勝手に盛り上がってる若者達に少しだけイラッとしつつも、相手にするだけ無駄なのも分かっている。

「すみません。友人達と来てるんで…じゃ」

通り過ぎようとした時、ガシッと腕を掴まれて動けなくなった。

「そんな洒落た格好してさぁ、男を誘ってんじゃないの~?」
「俺達を楽しませてよ、お姉さん」

なんかこの若者達…ちょっとヤバそうっていうか、普通じゃないような気がする。

「あの、離してください」
「いいじゃんいいじゃん、ヤろうよ~、ね?」
「満足させてやるからさぁ」

腰に腕を回されて、グッと引き寄せられた。

「…っ!?ちょっと、いい加減にして!!」

──── 怖い…誰か助けて。

「ハイハイ、そこの君達~。悪いね~、俺の連れが迷惑かけちゃったかな?」

この声は…姿を見なくても分かる。

「ほらほら、さっさと離れろって~」

私の腰を触っていた男の腕を勢いよく掴んだ将。
ギチギチと握ってる音が聞こえる。

「いででで!!悪かった、悪かったって!!」
「そうか。
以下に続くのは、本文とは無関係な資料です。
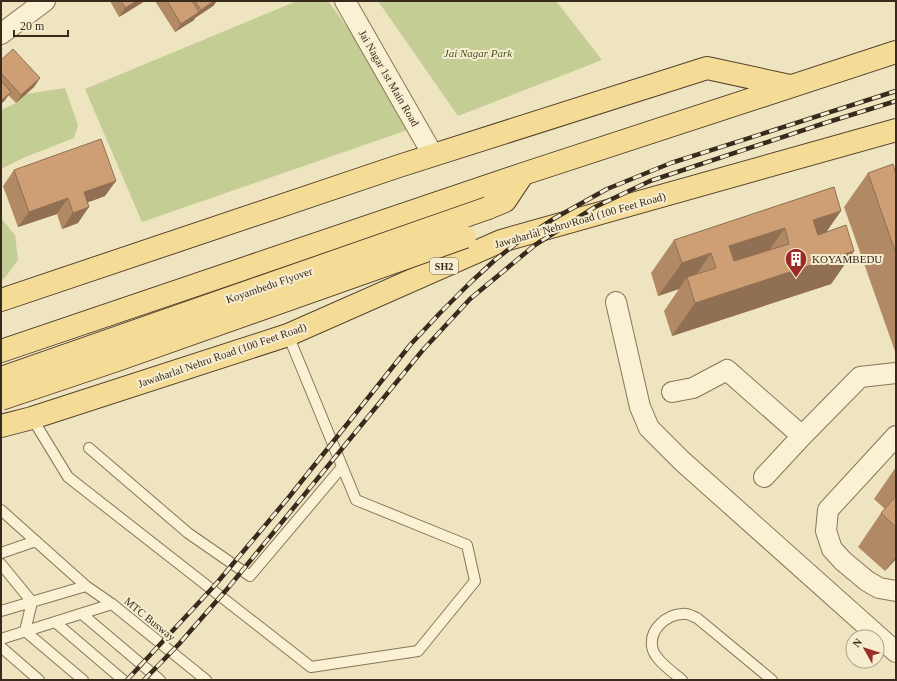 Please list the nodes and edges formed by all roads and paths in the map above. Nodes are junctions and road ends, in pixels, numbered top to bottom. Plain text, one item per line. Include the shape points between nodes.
1 (45, 1) edge
2 (345, 1) edge
3 (1, 34) edge
4 (896, 52) edge
5 (790, 86) junction
6 (896, 130) edge
7 (433, 155) junction
8 (524, 174) junction
9 (502, 241) junction
10 (1, 300) edge
11 (616, 302) dead end
12 (288, 335) junction
13 (3, 350) edge
14 (896, 373) edge
15 (1, 378) edge
16 (672, 392) dead end
17 (1, 399) edge
18 (32, 418) junction
19 (1, 426) edge
20 (802, 436) junction
21 (896, 436) edge
22 (89, 448) dead end
23 (342, 467) junction
24 (764, 478) dead end
25 (1, 510) edge
26 (12, 520) junction
27 (1, 524) edge
28 (36, 541) junction
29 (1, 553) edge
30 (1, 564) edge
31 (86, 586) junction
32 (896, 591) edge
33 (32, 602) junction
34 (112, 604) junction
35 (1, 611) edge
36 (82, 614) junction
37 (55, 622) junction
38 (25, 631) junction
39 (1, 639) edge
40 (1, 647) edge
41 (896, 652) edge
42 (39, 680) edge
43 (83, 680) edge
44 (123, 680) edge
45 (160, 680) edge
46 (206, 680) edge
47 (682, 680) edge
48 (772, 680) edge

1 - 3 street
2 - 7 street, Jai Nagar 1st Main Road
4 - 5 main road
5 - 7 main road via 707,68
5 - 8 main road
6 - 9 main road, Jawaharlal Nehru Road (100 Feet Road) / SH2
7 - 10 main road
8 - 13 main road
8 - 15 main road, Koyambedu Flyover, bridge via 505,201 488,208
9 - 12 main road, Jawaharlal Nehru Road (100 Feet Road) / SH2
9 - 17 main road, Koyambedu Flyover, bridge via 482,234 465,237
11 - 41 street via 640,407 649,428 682,461
12 - 18 main road, Jawaharlal Nehru Road (100 Feet Road) / SH2
12 - 23 lane
13 - 18 main road
14 - 20 street via 860,377
16 - 20 street via 693,388 727,370
18 - 19 main road, Jawaharlal Nehru Road (100 Feet Road) / SH2
18 - 23 lane via 68,476 311,667 418,651 475,581 466,545 356,500
20 - 24 street
21 - 32 street via 828,510 826,531 832,549 843,561 879,588
22 - 23 lane via 188,533 250,576
25 - 26 lane
26 - 27 lane
26 - 28 lane
28 - 29 lane
28 - 31 lane
30 - 33 lane
31 - 33 lane
31 - 34 lane
33 - 35 lane
33 - 38 lane
34 - 36 lane, MTC Busway
34 - 46 lane, MTC Busway
36 - 37 lane, MTC Busway
36 - 45 lane
37 - 38 lane, MTC Busway
37 - 44 lane
38 - 39 lane, MTC Busway
38 - 43 lane
40 - 42 lane
47 - 48 lane via 660,661 652,647 654,633 661,623 672,616 684,614 697,618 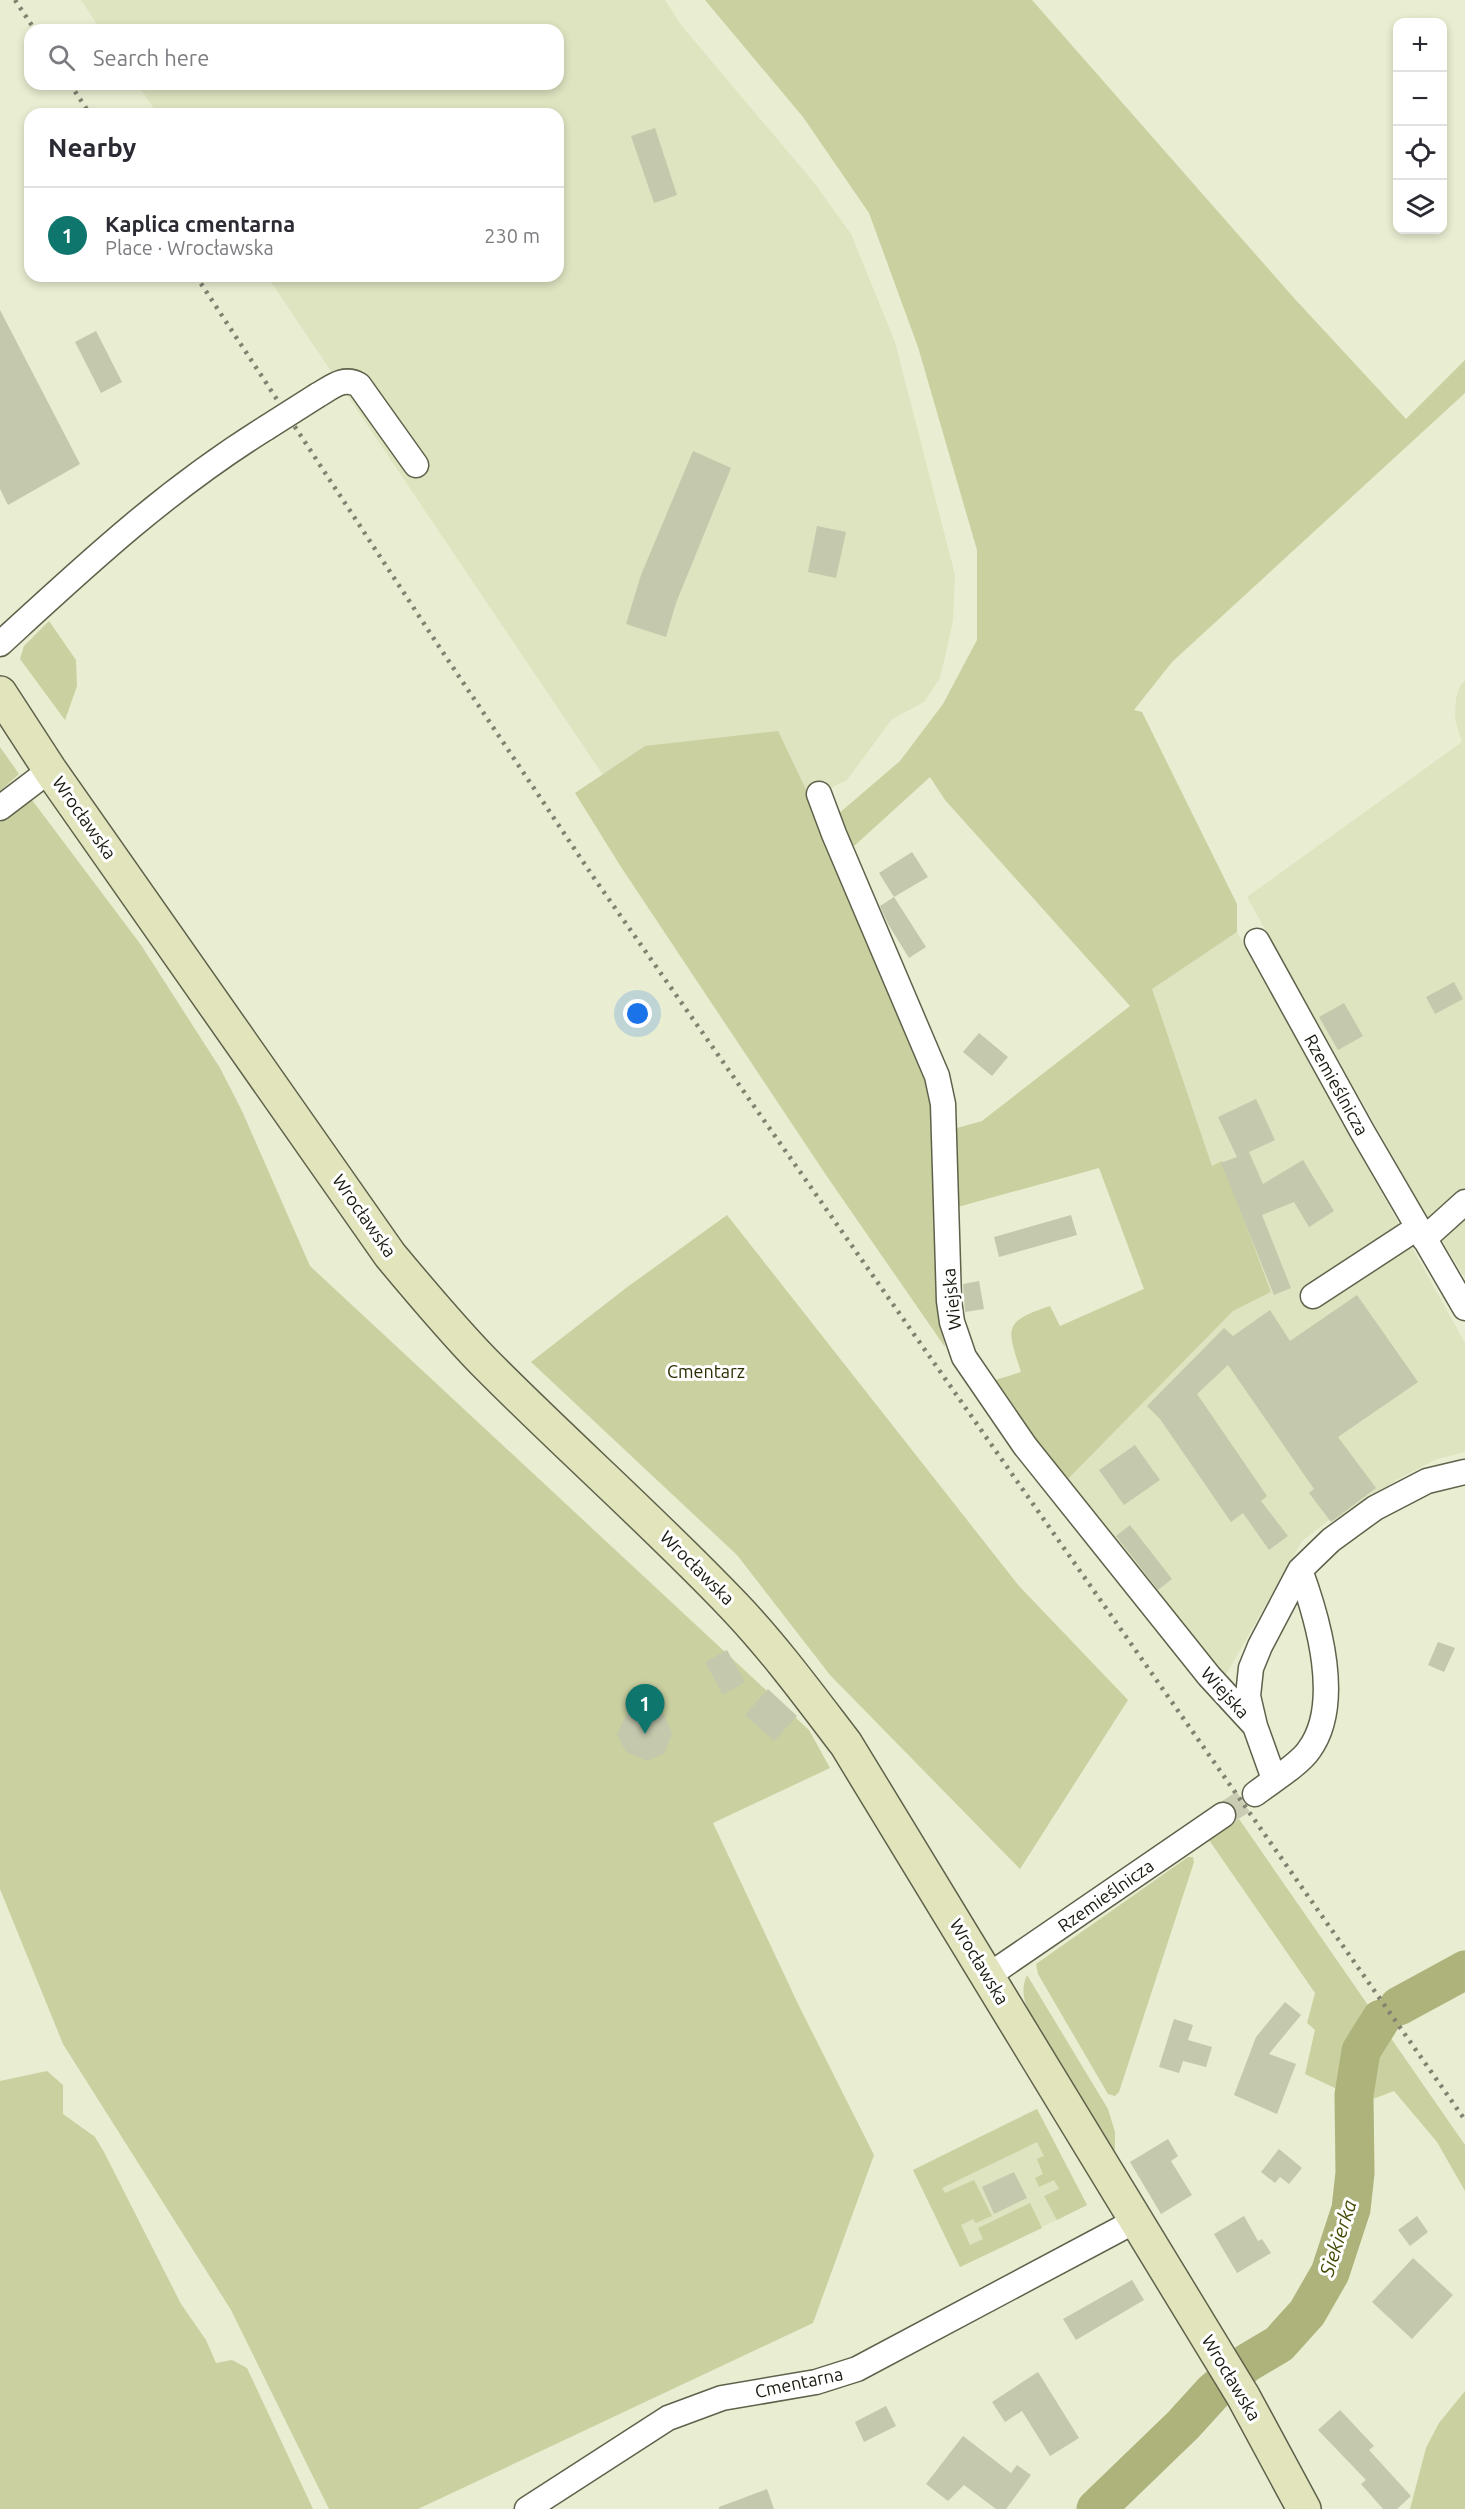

分かってくれたみたいで良かったよ~。…で?俺の連れに絡むの、まだ続けんの?お前ら」

将は私を引き寄せて、優しく包み込むよう守ってくれている。────もう怖くない。だって、貴方が居てくれるから。

若者達は不服そうに去っていった。

「大丈夫か?」
「う、うん」
「悪い、来るのが遅くなって」
「ううん、来てくれて助かった。ありがとう、将」
「…はぁぁ、間に合って良かったわ~」

そう言って、私の頭をポンポンッと撫でた将は私から離れた。

「昔から絡まれやすいし、今日めっちゃ綺麗だからやべぇかなって思ってたけど…ビンゴすぎんだろ。勘弁してくれ~」

困ったように苦笑いをしている将。

『めっちゃ綺麗だから』その言葉が頭の中をぐるぐる回って、目が回りそうになっちゃう。

綺麗…そんなこと言われたの、どんだけぶりだろう。
お世辞でも嬉しいな、綺麗って言われるのは。

だって女だもん…そういう言葉は素直に嬉しい。